• [What the task requires] Copy each entry below without any change.

[Records contained in a dataset]

BEGIN

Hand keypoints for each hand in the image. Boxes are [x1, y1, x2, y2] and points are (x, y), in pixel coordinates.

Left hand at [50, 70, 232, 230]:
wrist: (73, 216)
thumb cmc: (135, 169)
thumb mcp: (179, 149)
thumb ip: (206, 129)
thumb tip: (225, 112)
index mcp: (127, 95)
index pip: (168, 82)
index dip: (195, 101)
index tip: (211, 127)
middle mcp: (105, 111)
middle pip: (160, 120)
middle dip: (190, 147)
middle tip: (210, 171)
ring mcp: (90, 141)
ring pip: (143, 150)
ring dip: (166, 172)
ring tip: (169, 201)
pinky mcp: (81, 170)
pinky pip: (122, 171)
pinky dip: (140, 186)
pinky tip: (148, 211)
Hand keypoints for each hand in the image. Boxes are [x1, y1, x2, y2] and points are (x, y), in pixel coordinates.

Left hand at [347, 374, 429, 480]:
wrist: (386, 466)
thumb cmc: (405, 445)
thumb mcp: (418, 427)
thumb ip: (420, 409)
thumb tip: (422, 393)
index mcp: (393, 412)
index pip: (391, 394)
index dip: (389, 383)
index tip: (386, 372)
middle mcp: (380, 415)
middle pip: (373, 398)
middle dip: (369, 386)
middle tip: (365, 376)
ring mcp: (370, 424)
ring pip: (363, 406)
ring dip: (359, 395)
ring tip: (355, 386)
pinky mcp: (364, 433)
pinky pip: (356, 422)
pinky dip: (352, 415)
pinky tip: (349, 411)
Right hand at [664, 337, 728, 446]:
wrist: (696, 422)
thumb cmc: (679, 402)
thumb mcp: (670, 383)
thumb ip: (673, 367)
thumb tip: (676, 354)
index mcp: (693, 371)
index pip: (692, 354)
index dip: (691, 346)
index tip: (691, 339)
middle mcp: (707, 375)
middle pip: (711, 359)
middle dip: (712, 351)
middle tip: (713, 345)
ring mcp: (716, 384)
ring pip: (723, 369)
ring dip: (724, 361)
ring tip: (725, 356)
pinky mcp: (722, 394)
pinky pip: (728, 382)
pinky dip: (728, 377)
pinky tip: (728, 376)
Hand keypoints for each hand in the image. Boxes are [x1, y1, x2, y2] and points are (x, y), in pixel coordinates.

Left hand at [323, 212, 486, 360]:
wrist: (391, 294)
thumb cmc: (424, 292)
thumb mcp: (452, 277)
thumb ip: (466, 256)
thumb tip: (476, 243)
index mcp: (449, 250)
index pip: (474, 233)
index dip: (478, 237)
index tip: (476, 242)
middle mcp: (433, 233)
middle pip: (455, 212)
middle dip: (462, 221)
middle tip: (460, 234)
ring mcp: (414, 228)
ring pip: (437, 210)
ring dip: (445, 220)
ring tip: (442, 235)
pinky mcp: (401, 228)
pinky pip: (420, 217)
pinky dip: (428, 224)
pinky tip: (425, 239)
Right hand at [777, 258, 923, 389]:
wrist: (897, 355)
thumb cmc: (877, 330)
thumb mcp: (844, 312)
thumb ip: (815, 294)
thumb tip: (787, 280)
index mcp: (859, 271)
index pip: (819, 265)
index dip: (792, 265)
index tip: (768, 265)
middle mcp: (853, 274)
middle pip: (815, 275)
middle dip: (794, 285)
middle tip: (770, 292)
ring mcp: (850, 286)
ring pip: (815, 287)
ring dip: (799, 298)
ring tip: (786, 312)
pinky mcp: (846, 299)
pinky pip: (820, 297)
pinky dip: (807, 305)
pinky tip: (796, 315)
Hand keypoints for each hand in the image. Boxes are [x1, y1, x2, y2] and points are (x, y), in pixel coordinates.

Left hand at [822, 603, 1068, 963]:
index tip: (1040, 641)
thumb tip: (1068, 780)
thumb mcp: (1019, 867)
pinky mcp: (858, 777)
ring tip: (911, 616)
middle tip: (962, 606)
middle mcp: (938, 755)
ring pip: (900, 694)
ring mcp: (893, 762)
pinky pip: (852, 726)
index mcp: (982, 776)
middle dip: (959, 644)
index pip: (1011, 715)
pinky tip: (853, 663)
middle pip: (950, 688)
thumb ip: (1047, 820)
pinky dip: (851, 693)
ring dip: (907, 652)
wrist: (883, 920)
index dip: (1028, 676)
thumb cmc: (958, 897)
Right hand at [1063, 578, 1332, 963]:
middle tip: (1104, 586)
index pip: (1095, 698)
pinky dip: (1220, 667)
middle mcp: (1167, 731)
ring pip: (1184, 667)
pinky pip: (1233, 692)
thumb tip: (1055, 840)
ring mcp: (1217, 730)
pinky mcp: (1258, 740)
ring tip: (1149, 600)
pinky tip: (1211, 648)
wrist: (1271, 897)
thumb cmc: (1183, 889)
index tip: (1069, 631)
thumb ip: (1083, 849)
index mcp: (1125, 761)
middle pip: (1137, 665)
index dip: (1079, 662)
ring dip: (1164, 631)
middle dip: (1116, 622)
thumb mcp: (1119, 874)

END

• [Answer to the problem]
Hand keypoints for each hand in the image. Boxes are [x1, y1, x2, y2] and points are (x, y), in pixel coordinates.

Left hand at [50, 70, 232, 230]:
wrist: (73, 216)
thumb cmc: (135, 169)
thumb mcp: (179, 149)
thumb ip: (206, 129)
thumb tip: (225, 112)
index mcp: (127, 95)
index pip: (168, 82)
index dip: (195, 101)
index tip: (211, 127)
middle mcp: (105, 111)
middle pip: (160, 120)
middle dip: (190, 147)
middle tip: (210, 171)
ring mcp: (90, 141)
ring pip: (143, 150)
ring dip: (166, 172)
ring tip: (169, 201)
pinky mcp: (81, 170)
pinky pip: (122, 171)
pinky dip: (140, 186)
pinky tip: (148, 211)
Hand keypoints for each hand in the image. Boxes are [x1, y1, x2, y2] and points are (x, y), in pixel coordinates.

Left hand at [347, 374, 429, 480]:
wrist: (386, 466)
thumb cmc: (405, 445)
thumb mcp: (418, 427)
thumb ip: (420, 409)
thumb tip: (422, 393)
index mcp: (393, 412)
index pip: (391, 394)
index dip: (389, 383)
index tip: (386, 372)
middle mcp: (380, 415)
middle pip: (373, 398)
middle dip: (369, 386)
middle tip: (365, 376)
ring mcp: (370, 424)
ring pip: (363, 406)
ring dip: (359, 395)
ring tip: (355, 386)
pinky mcp: (364, 433)
pinky pip: (356, 422)
pinky dip: (352, 415)
pinky tip: (349, 411)
Right hand at [664, 337, 728, 446]:
wrist: (696, 422)
thumb cmc: (679, 402)
thumb mcp: (670, 383)
thumb ip: (673, 367)
thumb tip: (676, 354)
index mcp: (693, 371)
index pip: (692, 354)
index dip: (691, 346)
index tip: (691, 339)
middle mcp: (707, 375)
middle pip: (711, 359)
middle dip: (712, 351)
middle tip: (713, 345)
ring mcp: (716, 384)
ring pip: (723, 369)
ring dip: (724, 361)
ring tip: (725, 356)
pinky mcp: (722, 394)
pinky pip: (728, 382)
pinky dip: (728, 377)
pinky tip: (728, 376)
Hand keypoints for each hand in the image. Boxes are [x1, y1, x2, y2] and points are (x, y), in pixel coordinates.

Left hand at [323, 212, 486, 360]:
wrist: (391, 294)
thumb cmc: (424, 292)
thumb mcp: (452, 277)
thumb ip: (466, 256)
thumb tip: (476, 243)
index mcp: (449, 250)
index pip: (474, 233)
index dip: (478, 237)
index tip: (476, 242)
middle mcp: (433, 233)
middle pip: (455, 212)
middle dip: (462, 221)
middle tip: (460, 234)
ring mcp: (414, 228)
ring pip: (437, 210)
ring dip: (445, 220)
ring tip: (442, 235)
pinky mcp: (401, 228)
pinky pip: (420, 217)
pinky dip: (428, 224)
pinky tip: (425, 239)
Right hand at [777, 258, 923, 389]:
wrist: (897, 355)
thumb cmc: (877, 330)
thumb mcp: (844, 312)
thumb ip: (815, 294)
thumb tip: (787, 280)
index mcp: (859, 271)
index pip: (819, 265)
index dip: (792, 265)
index tip: (768, 265)
middle mcp: (853, 274)
middle pip: (815, 275)
middle dip: (794, 285)
middle tip: (770, 292)
ring mcp: (850, 286)
ring pip: (815, 287)
ring dip: (799, 298)
ring tip: (786, 312)
pinky mcp: (846, 299)
pinky pip: (820, 297)
pinky dip: (807, 305)
pinky tip: (796, 315)
Hand keypoints for each hand in the image. Boxes are [x1, y1, x2, y2] and points are (x, y), in pixel coordinates.

Left hand at [822, 603, 1068, 963]:
index tip: (1040, 641)
thumb tip: (1068, 780)
thumb mcp: (1019, 867)
pinky mcp: (858, 777)
ring tip: (911, 616)
middle tip: (962, 606)
middle mcp: (938, 755)
ring pip: (900, 694)
ring mcp: (893, 762)
pinky pip: (852, 726)
index mcp: (982, 776)
middle dip: (959, 644)
index pip: (1011, 715)
pinky tip: (853, 663)
middle pip: (950, 688)
thumb ip: (1047, 820)
pinky dip: (851, 693)
ring dip: (907, 652)
wrist: (883, 920)
index dip: (1028, 676)
thumb cmc: (958, 897)
Right hand at [1063, 578, 1332, 963]:
middle tip: (1104, 586)
index pip: (1095, 698)
pinky dip: (1220, 667)
middle mcp: (1167, 731)
ring pip: (1184, 667)
pinky pip: (1233, 692)
thumb tip: (1055, 840)
ring mcp: (1217, 730)
pinky mcp: (1258, 740)
ring tip: (1149, 600)
pinky tip: (1211, 648)
wrist: (1271, 897)
thumb cmc: (1183, 889)
index tip: (1069, 631)
thumb ip: (1083, 849)
index mcp: (1125, 761)
middle pip: (1137, 665)
index dip: (1079, 662)
ring dip: (1164, 631)
middle dip: (1116, 622)
thumb mcp: (1119, 874)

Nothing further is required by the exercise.